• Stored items
************

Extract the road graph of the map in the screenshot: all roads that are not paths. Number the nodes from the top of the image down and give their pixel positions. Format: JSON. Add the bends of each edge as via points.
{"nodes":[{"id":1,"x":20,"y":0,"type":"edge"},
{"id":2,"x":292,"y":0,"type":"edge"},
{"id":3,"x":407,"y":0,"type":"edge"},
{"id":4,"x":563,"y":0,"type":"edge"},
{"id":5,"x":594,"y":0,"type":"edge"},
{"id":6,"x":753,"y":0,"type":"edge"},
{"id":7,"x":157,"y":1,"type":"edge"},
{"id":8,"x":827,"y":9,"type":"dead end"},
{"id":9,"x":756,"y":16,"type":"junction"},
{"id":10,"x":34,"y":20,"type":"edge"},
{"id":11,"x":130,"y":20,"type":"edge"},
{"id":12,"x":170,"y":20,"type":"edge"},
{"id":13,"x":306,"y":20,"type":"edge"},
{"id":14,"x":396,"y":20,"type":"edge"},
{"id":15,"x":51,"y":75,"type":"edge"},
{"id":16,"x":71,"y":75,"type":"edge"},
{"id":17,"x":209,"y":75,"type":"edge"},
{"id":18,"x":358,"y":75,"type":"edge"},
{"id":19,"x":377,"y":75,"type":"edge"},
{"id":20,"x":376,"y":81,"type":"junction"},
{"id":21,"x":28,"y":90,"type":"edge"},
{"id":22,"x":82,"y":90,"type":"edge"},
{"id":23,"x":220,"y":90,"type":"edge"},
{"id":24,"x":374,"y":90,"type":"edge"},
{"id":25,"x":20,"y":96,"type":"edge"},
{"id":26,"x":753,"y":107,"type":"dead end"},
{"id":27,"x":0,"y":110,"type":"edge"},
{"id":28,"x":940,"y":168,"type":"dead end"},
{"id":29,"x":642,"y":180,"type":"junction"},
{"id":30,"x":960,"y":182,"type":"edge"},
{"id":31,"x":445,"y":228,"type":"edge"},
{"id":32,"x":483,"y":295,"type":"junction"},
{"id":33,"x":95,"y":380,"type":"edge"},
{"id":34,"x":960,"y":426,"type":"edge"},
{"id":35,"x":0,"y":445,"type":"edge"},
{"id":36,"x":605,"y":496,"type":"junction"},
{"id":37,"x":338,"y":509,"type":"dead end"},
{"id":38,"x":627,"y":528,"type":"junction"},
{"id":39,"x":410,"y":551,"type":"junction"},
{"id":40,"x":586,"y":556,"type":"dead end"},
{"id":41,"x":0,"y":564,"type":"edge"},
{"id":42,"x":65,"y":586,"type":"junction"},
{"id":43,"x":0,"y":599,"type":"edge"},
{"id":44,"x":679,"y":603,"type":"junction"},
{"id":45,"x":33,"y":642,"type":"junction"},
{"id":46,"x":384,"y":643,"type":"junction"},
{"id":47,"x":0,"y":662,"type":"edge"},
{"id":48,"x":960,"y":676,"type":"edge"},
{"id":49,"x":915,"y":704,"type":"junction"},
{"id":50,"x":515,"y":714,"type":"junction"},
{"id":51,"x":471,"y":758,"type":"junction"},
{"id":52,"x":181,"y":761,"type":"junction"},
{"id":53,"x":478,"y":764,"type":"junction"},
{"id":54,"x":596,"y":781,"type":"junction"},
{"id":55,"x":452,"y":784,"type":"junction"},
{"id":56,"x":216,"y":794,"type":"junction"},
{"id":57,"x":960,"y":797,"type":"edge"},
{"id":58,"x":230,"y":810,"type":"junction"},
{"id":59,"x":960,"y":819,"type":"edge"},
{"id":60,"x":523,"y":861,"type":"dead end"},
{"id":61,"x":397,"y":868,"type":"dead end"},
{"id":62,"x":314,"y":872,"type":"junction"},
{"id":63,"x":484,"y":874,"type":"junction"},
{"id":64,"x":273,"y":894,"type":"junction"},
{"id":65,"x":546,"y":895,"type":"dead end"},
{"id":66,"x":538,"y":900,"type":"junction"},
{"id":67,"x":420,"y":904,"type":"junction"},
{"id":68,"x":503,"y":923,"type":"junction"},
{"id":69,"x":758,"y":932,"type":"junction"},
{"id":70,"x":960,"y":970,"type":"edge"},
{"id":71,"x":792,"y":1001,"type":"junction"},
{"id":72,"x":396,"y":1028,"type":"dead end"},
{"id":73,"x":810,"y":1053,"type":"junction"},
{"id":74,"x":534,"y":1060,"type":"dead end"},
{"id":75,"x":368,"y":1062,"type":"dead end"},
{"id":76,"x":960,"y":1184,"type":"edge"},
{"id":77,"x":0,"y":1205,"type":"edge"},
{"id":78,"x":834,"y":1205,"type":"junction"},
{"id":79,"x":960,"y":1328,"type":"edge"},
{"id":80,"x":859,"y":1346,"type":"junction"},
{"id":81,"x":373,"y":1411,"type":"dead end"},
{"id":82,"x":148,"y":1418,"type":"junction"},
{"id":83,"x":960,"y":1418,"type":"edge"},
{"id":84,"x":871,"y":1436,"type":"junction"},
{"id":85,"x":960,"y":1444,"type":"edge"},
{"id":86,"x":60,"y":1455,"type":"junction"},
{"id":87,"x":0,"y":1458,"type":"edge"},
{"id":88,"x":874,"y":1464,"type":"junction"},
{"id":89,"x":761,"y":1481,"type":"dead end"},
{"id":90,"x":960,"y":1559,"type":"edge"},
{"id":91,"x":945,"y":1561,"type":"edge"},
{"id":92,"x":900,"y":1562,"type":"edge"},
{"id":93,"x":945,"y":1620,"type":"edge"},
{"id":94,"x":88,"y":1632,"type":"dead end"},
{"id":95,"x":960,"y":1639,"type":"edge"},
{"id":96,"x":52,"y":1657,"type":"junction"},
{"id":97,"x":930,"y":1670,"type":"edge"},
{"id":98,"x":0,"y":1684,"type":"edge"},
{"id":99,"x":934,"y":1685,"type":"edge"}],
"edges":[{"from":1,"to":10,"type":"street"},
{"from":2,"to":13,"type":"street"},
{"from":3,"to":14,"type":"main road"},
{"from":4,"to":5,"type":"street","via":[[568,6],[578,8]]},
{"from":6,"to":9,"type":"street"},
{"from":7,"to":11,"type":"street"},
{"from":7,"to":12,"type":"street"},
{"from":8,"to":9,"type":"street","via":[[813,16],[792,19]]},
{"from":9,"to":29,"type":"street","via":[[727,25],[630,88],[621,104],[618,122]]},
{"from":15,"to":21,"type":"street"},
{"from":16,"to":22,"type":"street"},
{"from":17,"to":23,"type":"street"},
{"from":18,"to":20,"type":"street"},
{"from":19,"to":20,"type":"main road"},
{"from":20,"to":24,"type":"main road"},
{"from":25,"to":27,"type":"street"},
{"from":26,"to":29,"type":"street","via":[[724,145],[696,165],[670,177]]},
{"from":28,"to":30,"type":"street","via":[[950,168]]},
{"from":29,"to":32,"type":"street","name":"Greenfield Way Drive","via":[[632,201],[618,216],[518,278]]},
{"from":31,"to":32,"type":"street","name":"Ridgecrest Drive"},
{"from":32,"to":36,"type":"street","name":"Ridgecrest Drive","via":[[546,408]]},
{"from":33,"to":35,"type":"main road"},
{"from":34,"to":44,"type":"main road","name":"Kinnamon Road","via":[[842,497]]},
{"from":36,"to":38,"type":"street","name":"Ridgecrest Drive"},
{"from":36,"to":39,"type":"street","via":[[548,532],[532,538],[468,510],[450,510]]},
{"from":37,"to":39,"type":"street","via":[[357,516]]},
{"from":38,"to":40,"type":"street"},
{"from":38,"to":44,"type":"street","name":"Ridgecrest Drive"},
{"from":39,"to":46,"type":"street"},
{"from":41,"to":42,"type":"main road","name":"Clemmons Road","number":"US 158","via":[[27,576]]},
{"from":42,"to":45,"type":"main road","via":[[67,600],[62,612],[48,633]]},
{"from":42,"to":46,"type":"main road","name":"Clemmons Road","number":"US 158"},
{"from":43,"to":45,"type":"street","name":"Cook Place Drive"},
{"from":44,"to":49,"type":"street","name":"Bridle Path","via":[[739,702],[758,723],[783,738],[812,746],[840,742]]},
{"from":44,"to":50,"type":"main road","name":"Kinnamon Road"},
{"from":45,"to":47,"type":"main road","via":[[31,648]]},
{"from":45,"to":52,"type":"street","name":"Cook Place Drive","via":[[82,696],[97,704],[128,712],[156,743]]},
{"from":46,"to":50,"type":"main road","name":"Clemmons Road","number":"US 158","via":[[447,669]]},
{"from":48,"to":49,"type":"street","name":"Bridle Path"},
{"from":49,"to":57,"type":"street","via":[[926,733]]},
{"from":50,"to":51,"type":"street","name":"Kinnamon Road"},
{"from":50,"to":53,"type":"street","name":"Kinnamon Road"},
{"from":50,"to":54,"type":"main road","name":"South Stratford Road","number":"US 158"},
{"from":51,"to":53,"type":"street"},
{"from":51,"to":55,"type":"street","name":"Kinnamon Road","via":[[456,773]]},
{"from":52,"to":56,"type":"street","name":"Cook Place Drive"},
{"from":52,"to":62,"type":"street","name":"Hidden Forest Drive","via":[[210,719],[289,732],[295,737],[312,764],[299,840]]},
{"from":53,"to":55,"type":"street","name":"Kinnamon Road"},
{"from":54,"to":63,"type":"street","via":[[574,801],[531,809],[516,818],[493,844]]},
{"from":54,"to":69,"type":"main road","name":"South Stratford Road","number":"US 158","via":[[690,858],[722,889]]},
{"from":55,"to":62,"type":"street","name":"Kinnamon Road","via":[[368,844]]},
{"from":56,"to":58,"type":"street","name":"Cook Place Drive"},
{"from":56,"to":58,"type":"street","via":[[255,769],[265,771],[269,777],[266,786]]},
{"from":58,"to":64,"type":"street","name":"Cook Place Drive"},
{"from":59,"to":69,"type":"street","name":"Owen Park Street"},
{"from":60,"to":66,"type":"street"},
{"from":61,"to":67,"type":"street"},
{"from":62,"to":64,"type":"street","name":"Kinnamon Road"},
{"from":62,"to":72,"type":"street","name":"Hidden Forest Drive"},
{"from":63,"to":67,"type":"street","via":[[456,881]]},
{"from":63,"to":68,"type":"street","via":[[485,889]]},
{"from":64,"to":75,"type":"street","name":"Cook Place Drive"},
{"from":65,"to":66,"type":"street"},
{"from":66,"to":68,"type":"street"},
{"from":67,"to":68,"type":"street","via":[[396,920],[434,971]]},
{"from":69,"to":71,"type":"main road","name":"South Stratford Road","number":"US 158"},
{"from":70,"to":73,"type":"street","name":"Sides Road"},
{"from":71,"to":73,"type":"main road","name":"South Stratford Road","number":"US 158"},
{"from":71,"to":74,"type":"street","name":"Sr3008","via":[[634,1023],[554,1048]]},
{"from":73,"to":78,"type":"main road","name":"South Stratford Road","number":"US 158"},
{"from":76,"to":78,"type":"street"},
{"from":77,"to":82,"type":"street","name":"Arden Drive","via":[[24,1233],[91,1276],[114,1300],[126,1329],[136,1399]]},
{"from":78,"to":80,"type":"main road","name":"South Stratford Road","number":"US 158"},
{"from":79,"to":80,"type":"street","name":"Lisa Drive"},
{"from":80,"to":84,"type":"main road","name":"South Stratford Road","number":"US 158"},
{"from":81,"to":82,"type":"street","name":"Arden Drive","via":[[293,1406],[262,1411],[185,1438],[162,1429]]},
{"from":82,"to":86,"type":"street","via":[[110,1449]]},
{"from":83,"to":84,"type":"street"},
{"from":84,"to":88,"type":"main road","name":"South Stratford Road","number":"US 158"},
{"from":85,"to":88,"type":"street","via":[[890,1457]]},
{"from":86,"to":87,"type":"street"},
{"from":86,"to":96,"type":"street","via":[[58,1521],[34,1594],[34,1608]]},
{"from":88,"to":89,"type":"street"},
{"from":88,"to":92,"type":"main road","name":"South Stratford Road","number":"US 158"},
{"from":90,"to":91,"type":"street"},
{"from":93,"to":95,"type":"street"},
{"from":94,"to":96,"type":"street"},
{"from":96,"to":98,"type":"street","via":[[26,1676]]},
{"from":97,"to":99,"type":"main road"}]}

************

• TASK TO CARRY OUT
Across the entries above, how many lines include "Clemmons"? State only that number.

• EXPECTED ANSWER
3